Als Deutscher ist man ein überall willkommener Gast, dem mit Interesse und Respekt begegnet wird. Es tut gut zu spüren, dass man nicht für Deutschlands Nazi-Vergangenheit verurteilt wird. Besonders deutlich haben wir das durch unsere Reisezeit und -freundschaft mit Aya und Idan aus Israel gespürt.

Unsere Generation ist wie keine andere mit den Vor- und Nachteilen der Globalisierung konfrontiert. Seit unserer Abreise sind Länder links und rechts unseres Weges in schwierige Konflikte gestürzt und plötzlich sterben holländische Schulkinder durch den Bürgerkrieg in der Ukraine. Die Welt ist klein. Das Schicksal aller Menschen betrifft uns – gewollt oder ungewollt.
Und so empfinde ich unsere lange Reise rückblickend ein bißchen als meine “emotionale Globalisierung”, etwas, das weder die internationalen Medien noch Weltpressefotos ersetzen können.

In gewisser Weise wird die Welt auch größer auf so einer langen Reise.
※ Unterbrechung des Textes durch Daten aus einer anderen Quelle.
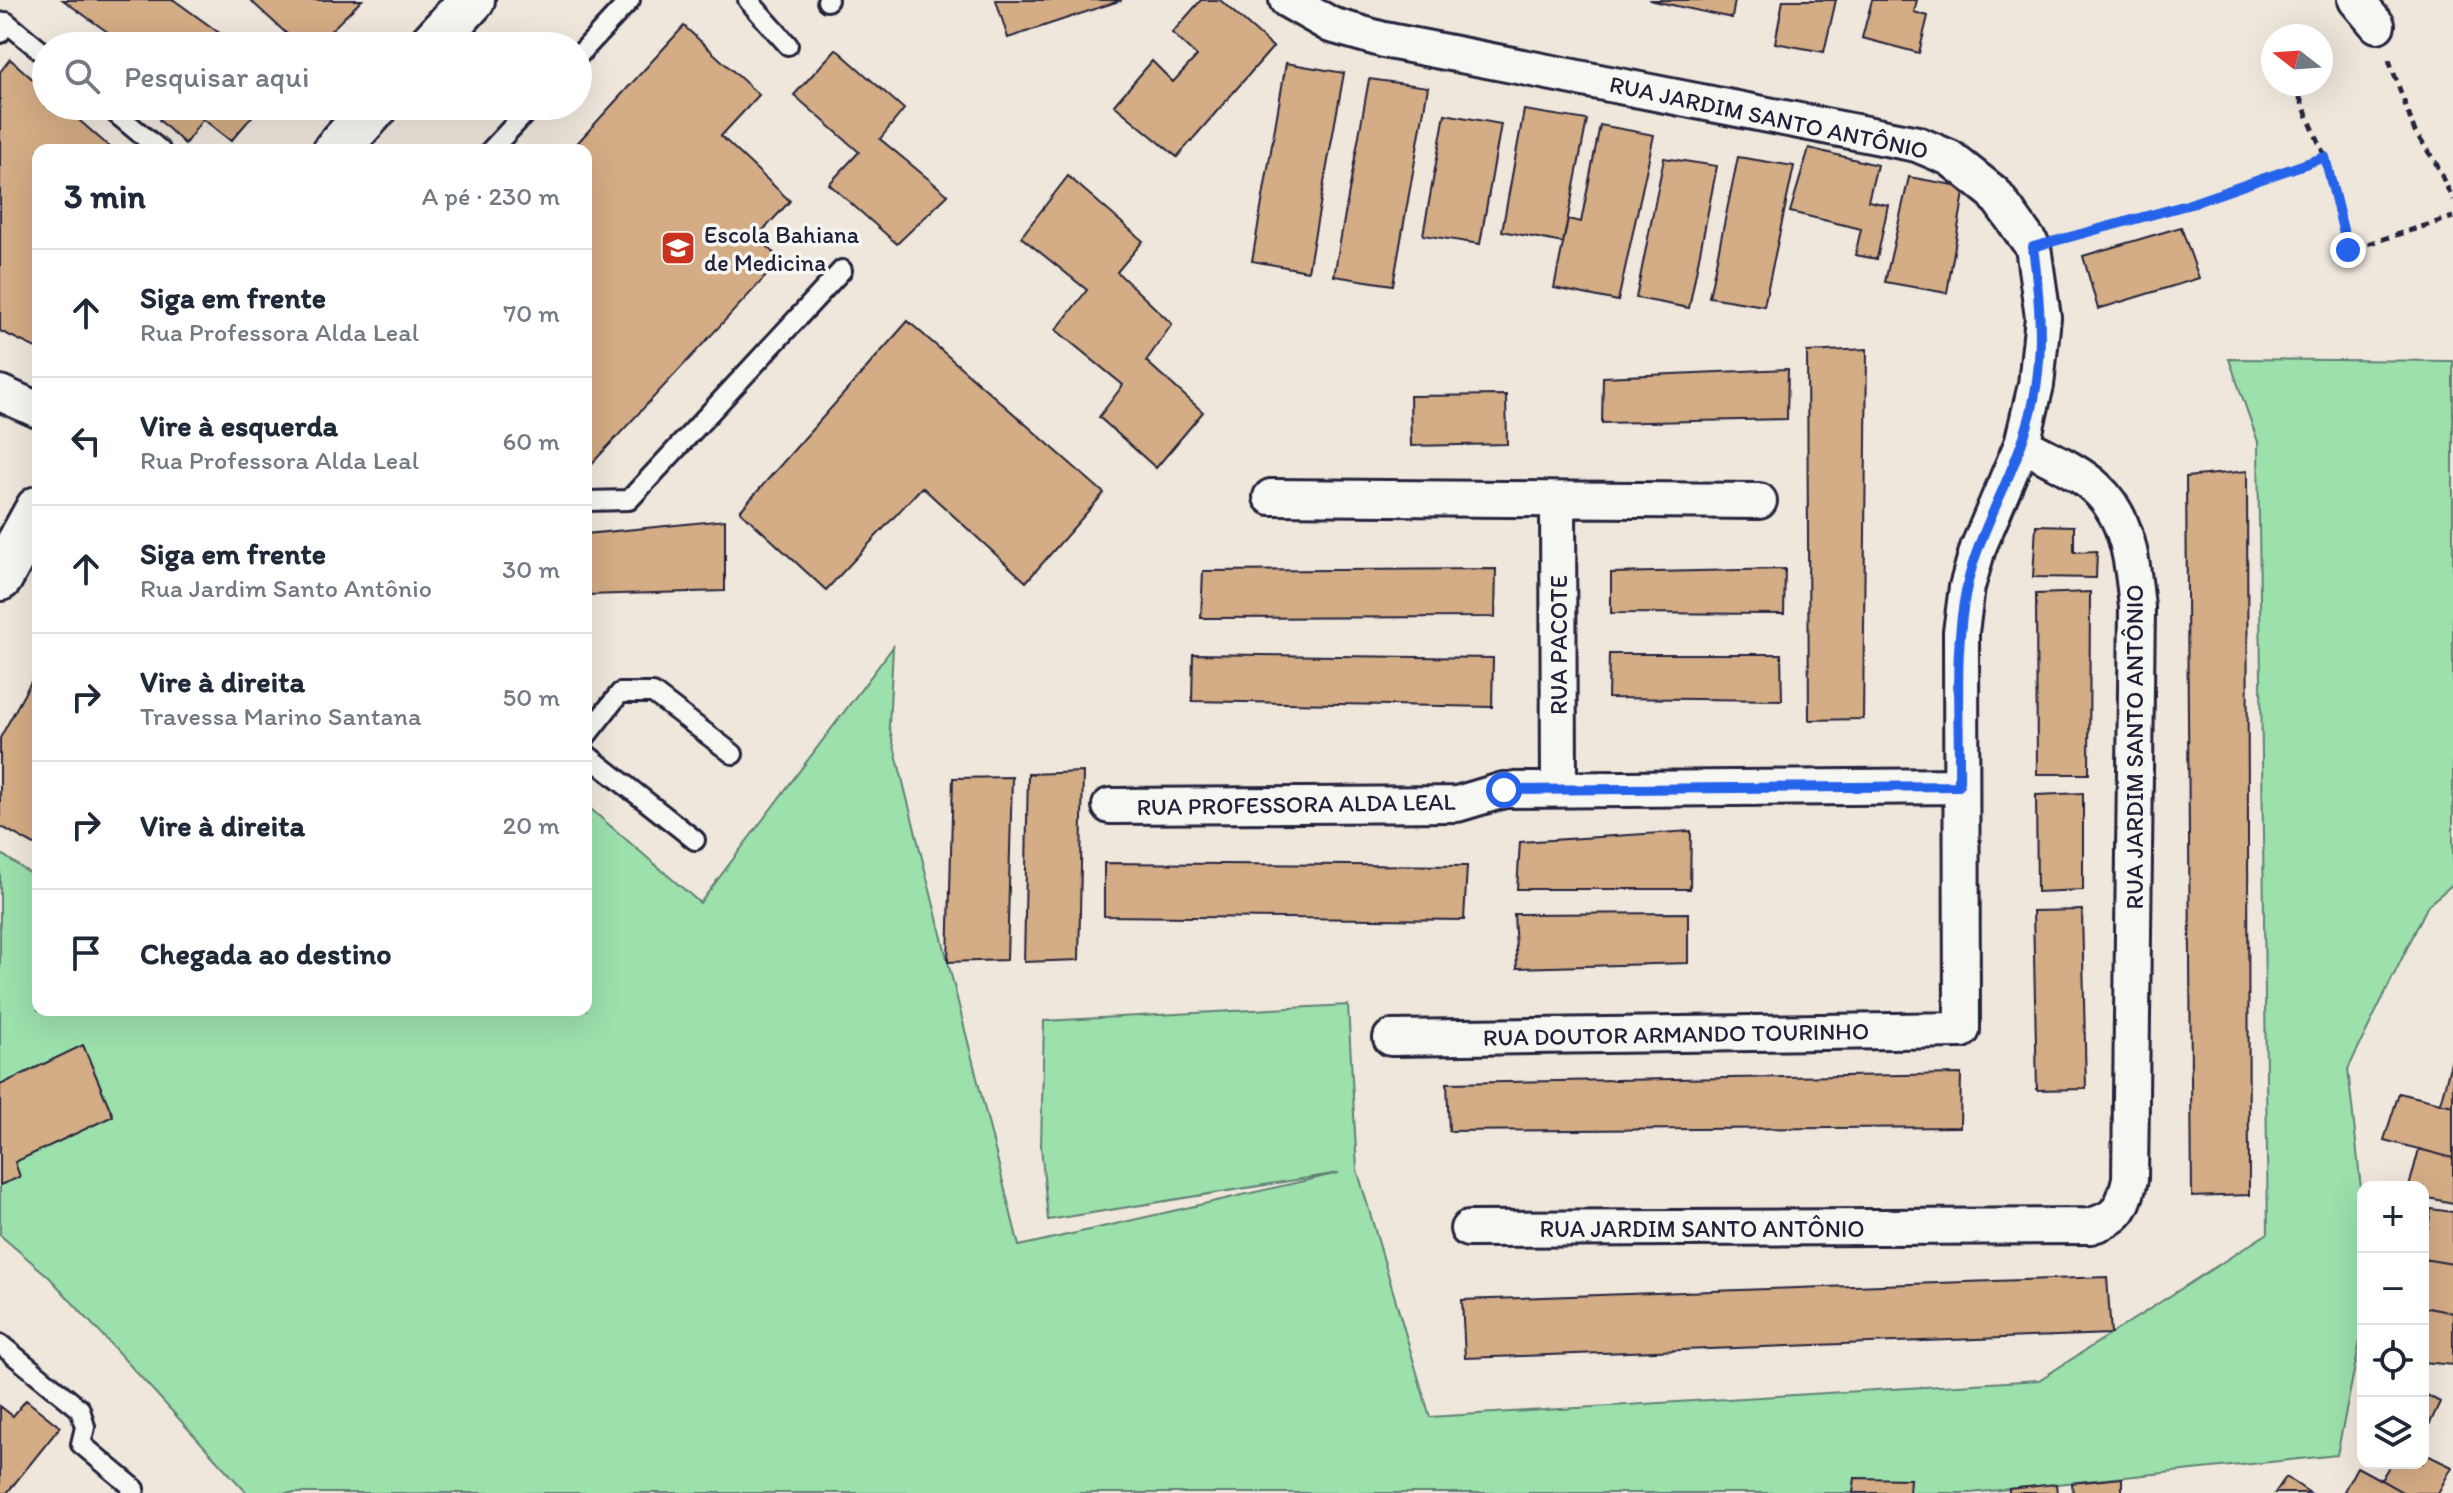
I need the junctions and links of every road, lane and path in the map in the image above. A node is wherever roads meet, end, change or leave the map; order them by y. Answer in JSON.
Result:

Wenn ich zurückdenke an den Sonnenaufgang auf dem Mount Nemrut in der Türkei, an den Geschmack der Wasserpfeife unter dem persischen Sternenhimmel in der Caravanserei Zein-o-Din im Iran, die afghanischen Händler auf dem afghanisch-tadschikischen Markt in Ishkashim, das überwältigende Gefühl auf dem Gipfel des Gokyo Ri im Himalaya, das kühle Bier und den Blick in die unendliche Weite der mongolischen Steppe auf der Terrasse der Three Camel Lodge in der Mongolei, die Tischkicker-Nacht mit den Chinesen im Dada-Club in Peking, das Robinson-Crusoe-Gefühl in der traumhaften Bucht Had Tien in Thailand und die vielen anderen Momente, in denen man um eine Ecke biegt und es einem ob des schönen Anblicks plötzlich den Atem verschlägt, dann durchströmt mich das Gefühl von Glück und großer Dankbarkeit, dass ich all dies erleben durfte. Ich schlucke und stelle mir vor wieviele dieser Ecken es noch geben muss und mir wird mehr denn je klar: die Welt ist groß und weit und wunderschön!

[Johanna]

Posted from Bangkok, Bangkok, Thailand.